Required work
Please repeat, without alteration, the line containing "index dip: (630, 74)" and every line that follows it to the end of the entries below, and only those lines.

------ Record set

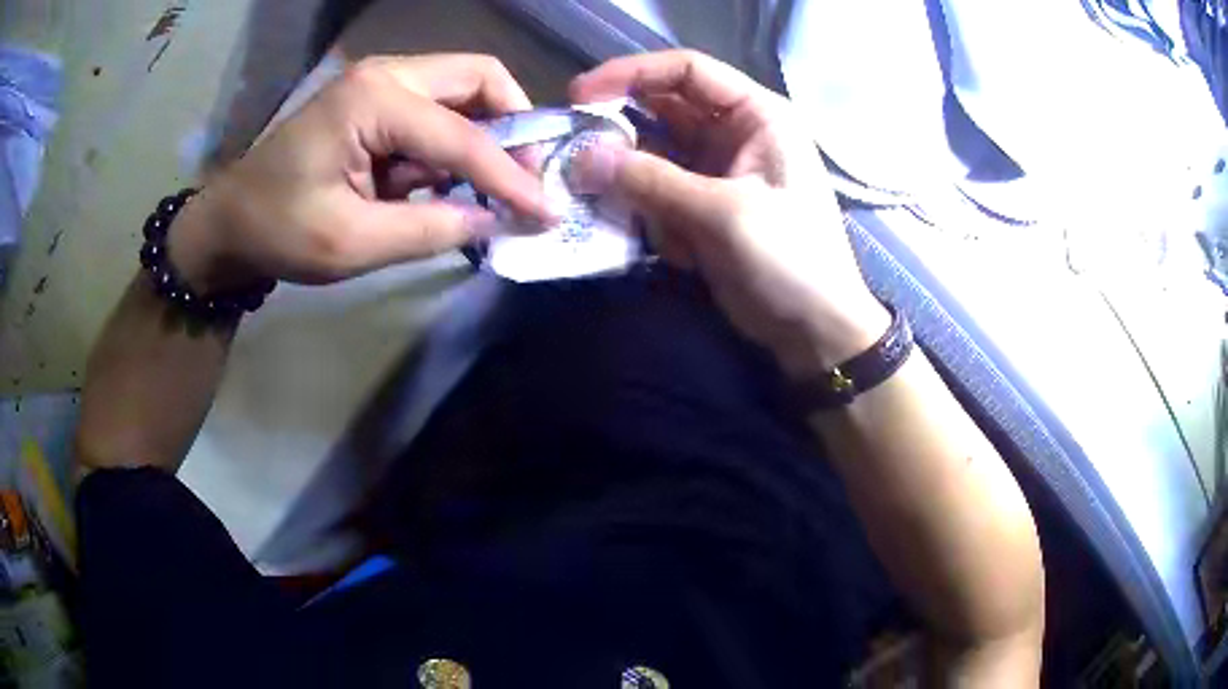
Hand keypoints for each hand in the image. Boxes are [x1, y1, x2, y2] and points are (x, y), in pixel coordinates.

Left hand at [172, 54, 552, 291]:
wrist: (229, 222)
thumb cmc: (279, 230)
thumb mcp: (353, 243)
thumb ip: (431, 230)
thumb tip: (495, 221)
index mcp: (373, 100)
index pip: (464, 135)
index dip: (511, 176)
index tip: (547, 210)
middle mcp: (386, 74)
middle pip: (479, 77)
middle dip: (514, 124)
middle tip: (523, 176)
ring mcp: (381, 82)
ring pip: (463, 89)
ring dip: (481, 135)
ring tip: (473, 188)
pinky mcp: (375, 99)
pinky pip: (436, 109)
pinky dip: (450, 142)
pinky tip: (436, 181)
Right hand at [570, 50, 888, 375]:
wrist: (815, 331)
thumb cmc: (789, 261)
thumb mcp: (723, 214)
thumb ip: (651, 181)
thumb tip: (583, 158)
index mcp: (757, 115)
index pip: (687, 70)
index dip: (630, 74)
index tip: (579, 95)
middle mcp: (735, 133)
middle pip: (664, 108)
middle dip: (620, 126)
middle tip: (574, 147)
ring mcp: (718, 170)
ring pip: (655, 151)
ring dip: (627, 172)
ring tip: (601, 197)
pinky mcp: (705, 205)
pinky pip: (658, 189)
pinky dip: (644, 206)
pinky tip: (658, 241)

------------

Answer space
index dip: (630, 74)
index tip: (579, 95)
middle mcp: (735, 133)
middle pip: (664, 108)
middle dip: (620, 126)
middle tip: (574, 147)
ring mcp: (718, 170)
ring pip: (655, 151)
ring dip: (627, 172)
ring tip: (601, 197)
pinky mcp: (705, 205)
pinky pip: (658, 189)
pinky dip: (644, 206)
pinky tip: (658, 241)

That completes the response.